[Supplied material Boundary: Start]
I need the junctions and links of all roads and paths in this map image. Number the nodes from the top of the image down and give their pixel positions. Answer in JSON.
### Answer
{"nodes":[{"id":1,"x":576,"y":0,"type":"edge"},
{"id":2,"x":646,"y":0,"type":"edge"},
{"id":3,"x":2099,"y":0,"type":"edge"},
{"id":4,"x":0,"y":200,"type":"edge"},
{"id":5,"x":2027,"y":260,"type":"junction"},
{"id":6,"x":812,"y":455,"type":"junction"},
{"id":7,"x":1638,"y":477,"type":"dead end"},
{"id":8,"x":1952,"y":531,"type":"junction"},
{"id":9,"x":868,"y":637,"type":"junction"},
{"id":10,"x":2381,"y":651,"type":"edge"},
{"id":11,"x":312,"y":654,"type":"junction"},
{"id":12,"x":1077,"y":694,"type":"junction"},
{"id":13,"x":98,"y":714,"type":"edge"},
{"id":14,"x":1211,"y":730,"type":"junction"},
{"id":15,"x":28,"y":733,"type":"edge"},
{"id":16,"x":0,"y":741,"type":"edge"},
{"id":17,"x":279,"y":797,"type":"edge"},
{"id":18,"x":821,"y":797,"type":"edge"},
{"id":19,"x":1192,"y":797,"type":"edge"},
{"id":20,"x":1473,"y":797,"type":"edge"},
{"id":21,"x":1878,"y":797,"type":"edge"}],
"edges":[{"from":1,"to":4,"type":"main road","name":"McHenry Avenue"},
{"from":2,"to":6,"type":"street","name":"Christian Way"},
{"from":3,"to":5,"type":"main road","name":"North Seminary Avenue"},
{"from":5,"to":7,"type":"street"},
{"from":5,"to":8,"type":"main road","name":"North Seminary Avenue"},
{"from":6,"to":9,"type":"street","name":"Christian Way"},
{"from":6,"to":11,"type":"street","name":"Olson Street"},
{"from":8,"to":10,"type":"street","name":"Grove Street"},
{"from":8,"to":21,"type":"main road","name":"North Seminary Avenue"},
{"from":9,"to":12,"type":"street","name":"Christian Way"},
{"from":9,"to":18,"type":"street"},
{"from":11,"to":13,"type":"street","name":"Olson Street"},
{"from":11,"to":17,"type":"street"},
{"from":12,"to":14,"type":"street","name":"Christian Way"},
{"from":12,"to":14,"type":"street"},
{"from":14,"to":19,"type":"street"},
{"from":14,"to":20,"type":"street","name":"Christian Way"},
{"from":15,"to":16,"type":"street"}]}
[Supplied material Boundary: End]
## Task to carry out:
In the records above, how many lines include "Christian"? Reply only with the number.

## Answer area:
5